[!-- H2 anchor --]

CHAPTER XII

SACRED TO WHITE

§1

On a certain morning Doe and I in our dug-out on Fusilier Bluff felt the pull and the fascination, coming over five miles of scrub, of the magical Cape Helles. It was but a score of weeks since the first invaders had stormed its beaches: and we wanted to drink again of the romance that charged the air. So, being free for a time, we walked to the brow overlooking V Beach, and stood there, letting the breeze blow on our faces, and thinking of the British Army that blew in one day like a gale from the sea.

The damage wrought by that tornado was everywhere visible. Near us were the ruins of a lighthouse. In old days it had glimmered for distant mariners, who pointed to it as the Dardanelles light. But, at the outbreak of war, the Turk had closed his Dardanelles and put out the lamp. He would never kindle it again, for the Queen Elizabeth, or a warship of her kidney, had lain off shore and reduced the lighthouse to these white stones. Across the amphitheatre of the bay were the village and broken forts of Seddel Bahr; and, aground at this point, the famous old hulk, the River Clyde. You remember—who could forget?—how they turned this vessel into a modern Horse of Troy, cramming its belly with armed men, running it ashore, and then opening square doors in its hull-sides and letting loose the invaders—while the plains of Old Troy looked down from over the Hellespont.

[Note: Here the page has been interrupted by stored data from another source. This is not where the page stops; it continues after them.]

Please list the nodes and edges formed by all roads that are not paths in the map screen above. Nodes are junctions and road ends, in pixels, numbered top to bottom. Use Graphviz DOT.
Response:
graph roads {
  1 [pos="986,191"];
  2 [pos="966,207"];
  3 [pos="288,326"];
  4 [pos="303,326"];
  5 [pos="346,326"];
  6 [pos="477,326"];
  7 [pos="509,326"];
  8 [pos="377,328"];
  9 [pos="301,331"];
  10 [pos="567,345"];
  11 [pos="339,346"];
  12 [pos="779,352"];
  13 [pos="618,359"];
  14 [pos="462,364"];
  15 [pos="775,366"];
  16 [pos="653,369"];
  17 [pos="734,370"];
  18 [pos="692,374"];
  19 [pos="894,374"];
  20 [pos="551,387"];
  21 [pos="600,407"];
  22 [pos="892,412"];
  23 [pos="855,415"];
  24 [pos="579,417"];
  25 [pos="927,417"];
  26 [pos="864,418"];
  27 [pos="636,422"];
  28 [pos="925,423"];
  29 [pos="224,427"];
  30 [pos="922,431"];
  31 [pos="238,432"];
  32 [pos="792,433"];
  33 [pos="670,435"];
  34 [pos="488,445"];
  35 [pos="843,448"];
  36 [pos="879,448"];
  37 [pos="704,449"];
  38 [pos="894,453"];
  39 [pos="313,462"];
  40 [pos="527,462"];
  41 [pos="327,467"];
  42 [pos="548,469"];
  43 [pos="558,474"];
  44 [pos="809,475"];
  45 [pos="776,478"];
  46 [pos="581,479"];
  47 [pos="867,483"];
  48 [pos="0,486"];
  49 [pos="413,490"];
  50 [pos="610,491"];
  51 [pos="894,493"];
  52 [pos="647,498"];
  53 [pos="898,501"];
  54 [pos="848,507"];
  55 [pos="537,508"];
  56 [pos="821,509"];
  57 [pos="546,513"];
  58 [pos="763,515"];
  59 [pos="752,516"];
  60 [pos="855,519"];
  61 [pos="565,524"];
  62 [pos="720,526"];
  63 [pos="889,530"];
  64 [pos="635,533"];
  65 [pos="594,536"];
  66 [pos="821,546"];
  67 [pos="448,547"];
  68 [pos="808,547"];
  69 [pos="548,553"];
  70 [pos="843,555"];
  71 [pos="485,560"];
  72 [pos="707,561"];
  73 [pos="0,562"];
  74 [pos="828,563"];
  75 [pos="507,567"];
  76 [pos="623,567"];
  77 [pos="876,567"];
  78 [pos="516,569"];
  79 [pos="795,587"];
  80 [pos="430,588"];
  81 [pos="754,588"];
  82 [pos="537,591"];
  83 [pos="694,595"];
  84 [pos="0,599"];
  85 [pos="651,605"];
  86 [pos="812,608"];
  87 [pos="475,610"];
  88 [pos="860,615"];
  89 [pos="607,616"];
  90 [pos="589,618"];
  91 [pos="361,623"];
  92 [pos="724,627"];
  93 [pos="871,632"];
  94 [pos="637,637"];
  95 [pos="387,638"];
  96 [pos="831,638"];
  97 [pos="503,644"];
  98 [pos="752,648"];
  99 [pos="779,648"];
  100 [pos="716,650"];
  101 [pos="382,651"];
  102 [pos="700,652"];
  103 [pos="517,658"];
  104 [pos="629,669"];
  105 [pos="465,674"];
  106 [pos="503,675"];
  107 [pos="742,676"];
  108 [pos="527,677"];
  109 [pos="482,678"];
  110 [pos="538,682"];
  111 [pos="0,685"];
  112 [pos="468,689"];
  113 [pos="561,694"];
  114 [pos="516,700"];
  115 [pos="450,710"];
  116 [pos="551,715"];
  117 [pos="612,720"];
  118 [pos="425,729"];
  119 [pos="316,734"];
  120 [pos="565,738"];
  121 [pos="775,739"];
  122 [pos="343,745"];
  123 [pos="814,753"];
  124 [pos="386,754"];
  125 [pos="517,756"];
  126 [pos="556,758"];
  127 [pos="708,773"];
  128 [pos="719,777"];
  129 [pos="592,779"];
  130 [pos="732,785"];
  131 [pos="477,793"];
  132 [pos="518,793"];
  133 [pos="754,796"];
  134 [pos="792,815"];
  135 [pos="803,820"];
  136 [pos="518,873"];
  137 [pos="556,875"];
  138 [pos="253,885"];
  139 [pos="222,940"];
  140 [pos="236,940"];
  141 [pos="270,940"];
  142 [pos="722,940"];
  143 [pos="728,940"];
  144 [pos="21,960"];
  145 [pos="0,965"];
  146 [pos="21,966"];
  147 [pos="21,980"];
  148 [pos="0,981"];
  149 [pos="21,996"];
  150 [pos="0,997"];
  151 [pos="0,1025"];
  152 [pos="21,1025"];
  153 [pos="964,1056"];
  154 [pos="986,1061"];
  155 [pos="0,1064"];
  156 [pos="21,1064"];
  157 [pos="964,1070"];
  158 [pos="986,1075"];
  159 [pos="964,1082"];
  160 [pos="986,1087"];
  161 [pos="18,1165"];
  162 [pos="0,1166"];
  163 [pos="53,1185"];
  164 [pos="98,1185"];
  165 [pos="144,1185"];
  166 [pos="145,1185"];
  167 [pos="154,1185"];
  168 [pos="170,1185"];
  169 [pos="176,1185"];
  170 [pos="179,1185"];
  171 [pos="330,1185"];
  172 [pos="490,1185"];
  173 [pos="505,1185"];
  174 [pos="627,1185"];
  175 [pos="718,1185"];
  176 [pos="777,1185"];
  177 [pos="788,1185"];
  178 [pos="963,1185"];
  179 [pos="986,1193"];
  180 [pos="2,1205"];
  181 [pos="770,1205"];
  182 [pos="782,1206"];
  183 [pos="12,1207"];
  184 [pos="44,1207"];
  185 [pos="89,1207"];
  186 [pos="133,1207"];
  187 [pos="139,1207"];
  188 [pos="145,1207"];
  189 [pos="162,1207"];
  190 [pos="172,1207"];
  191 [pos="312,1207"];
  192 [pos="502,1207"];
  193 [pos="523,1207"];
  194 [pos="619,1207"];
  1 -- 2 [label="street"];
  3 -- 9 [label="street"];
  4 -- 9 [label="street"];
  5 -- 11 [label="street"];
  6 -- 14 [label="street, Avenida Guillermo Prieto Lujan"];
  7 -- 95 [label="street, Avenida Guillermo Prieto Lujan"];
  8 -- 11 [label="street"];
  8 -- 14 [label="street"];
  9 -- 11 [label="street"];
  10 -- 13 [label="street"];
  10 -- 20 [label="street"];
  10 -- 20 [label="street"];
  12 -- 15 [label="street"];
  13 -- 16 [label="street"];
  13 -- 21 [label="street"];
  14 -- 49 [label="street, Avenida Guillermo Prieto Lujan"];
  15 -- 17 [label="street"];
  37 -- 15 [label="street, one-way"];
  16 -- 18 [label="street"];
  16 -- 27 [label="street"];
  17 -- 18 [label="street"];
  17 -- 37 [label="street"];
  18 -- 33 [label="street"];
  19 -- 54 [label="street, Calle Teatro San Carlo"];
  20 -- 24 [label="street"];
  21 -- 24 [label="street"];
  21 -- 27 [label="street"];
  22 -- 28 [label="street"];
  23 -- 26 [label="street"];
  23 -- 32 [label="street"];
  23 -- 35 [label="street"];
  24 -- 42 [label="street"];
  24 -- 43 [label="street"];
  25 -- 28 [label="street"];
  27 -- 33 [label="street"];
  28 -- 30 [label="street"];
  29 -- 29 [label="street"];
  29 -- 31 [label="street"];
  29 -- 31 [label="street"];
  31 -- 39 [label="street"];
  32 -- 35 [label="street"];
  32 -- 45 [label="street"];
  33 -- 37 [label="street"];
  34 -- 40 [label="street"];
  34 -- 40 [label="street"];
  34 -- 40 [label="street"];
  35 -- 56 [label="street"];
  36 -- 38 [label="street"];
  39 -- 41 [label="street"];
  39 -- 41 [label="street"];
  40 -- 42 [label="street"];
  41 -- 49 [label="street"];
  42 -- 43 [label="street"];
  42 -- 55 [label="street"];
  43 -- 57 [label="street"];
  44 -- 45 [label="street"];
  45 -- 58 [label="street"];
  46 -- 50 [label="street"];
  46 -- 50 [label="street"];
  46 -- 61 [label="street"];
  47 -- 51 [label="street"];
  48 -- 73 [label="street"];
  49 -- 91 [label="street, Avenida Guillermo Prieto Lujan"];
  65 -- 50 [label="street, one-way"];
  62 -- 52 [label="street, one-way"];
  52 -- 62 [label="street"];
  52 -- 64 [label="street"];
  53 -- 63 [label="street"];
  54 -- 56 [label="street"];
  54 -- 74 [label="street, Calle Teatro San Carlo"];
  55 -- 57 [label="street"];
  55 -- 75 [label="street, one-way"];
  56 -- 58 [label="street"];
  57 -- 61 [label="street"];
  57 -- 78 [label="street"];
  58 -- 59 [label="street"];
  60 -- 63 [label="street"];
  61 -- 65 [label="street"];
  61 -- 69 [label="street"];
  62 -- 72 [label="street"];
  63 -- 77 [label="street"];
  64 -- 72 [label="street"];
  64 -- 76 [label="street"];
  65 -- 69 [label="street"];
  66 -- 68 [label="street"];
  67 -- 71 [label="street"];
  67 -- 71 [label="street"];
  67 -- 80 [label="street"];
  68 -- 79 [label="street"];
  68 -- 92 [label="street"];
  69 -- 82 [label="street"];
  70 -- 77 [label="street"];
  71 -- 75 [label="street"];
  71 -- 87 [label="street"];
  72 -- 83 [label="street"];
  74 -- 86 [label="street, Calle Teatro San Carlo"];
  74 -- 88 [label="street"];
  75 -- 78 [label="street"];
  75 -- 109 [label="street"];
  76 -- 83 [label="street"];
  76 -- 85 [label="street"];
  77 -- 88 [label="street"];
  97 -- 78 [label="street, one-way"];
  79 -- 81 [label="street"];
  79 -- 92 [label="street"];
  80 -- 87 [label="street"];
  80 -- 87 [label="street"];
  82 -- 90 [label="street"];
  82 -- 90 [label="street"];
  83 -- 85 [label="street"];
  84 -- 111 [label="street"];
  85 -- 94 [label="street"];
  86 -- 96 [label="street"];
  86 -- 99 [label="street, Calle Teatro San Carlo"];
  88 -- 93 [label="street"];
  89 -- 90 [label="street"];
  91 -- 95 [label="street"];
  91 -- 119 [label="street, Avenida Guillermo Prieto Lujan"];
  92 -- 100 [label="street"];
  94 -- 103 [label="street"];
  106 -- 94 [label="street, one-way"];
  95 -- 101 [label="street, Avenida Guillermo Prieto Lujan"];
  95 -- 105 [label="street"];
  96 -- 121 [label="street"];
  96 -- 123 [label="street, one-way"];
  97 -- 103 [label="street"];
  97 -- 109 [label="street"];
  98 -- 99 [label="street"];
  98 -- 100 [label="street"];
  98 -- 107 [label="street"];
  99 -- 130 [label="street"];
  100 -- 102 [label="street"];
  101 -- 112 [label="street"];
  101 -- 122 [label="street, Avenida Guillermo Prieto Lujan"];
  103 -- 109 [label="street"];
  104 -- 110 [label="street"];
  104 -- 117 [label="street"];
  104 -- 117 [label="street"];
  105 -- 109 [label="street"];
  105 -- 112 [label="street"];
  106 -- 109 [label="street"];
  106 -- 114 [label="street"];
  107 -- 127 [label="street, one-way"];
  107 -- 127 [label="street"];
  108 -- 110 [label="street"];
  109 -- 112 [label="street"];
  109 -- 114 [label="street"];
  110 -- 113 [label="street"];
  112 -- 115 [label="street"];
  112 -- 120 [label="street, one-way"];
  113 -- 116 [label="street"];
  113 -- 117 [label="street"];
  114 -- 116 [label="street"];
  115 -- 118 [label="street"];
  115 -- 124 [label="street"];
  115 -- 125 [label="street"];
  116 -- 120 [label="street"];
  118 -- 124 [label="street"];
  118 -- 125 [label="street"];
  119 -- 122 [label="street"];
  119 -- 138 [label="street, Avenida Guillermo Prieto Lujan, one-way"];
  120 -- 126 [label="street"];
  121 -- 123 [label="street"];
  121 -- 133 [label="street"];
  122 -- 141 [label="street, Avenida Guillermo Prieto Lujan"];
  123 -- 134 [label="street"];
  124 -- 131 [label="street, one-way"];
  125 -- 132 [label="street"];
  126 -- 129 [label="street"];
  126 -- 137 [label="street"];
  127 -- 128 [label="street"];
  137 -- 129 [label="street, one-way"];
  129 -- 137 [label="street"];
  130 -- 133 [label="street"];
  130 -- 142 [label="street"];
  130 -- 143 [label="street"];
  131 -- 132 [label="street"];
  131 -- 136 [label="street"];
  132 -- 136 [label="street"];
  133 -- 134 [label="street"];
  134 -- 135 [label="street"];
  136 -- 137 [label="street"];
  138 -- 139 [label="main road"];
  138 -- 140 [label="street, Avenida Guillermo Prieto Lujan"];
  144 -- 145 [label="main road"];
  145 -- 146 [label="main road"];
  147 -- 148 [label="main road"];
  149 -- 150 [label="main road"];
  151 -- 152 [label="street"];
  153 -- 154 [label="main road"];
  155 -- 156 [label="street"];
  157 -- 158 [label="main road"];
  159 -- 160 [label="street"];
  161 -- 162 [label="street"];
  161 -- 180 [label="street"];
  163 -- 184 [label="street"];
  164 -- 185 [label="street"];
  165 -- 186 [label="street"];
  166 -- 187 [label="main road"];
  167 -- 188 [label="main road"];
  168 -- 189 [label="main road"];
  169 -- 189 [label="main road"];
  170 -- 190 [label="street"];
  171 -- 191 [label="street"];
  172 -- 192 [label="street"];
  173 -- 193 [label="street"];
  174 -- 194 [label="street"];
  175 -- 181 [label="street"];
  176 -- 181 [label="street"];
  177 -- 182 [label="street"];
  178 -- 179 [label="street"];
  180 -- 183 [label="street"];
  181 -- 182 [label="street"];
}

What a litter old Mother Clyde carried in her womb that day! From where we stood we could see those square doors, cut in her sides, through which the troops and rushed into the bullet-hail: we could see, too, the semicircular beach, where they had attempted to land, and the ribbon of blue water in which so many, weighted with their equipment, had sunk and died.

And what was that thing a few cable lengths out, a rusty iron something, rising from the water, and being lapped by the incoming ripples? It was the keel of the old Majestic, which lay there, deck downwards, on the ocean bed.

"It's too pathetic!" exclaimed the sensitive Doe. "Let's go and visit the Clyde. Fancy, old Moles White was in that boat."

We dropped down from the headland into V Beach Bay, and, in doing so, passed the limit of the British zone and trespassed upon French territory. The slope, from the beach upward, was as alive with French and Senegalese as a cloven ant-hill is alive with ants. The stores of the whole French army seemed accumulated in the neighbourhood. There was an atmosphere of French excitability, very different from the stillness of the British Zone. Stepping from the British Zone into the French was like turning suddenly from the quiet of Rotten Row into the bustle of the Boulevard des Italiens. It was prenez-garde and attention là! depeches-vous and pardon, m'sieu, and sacré nom de dieu! before we got through all these hearty busy-bodies and drew near the hull of the Clyde.

With unwitting reverence we approached. I'll swear I was within an ace of removing my hat, and that, had I talked to Doe, I should have spoken in a whisper. It was like visiting a church. Look, there by the square doors were the endless marks of machine-gun bullets that had swept the men who tried to leave the boat for the shore. God! they hadn't a dog's chance. If those bullet indentations meant anything, they meant that the man who left the square door was lucky if he got ashore with less than a dozen bullets in his flesh.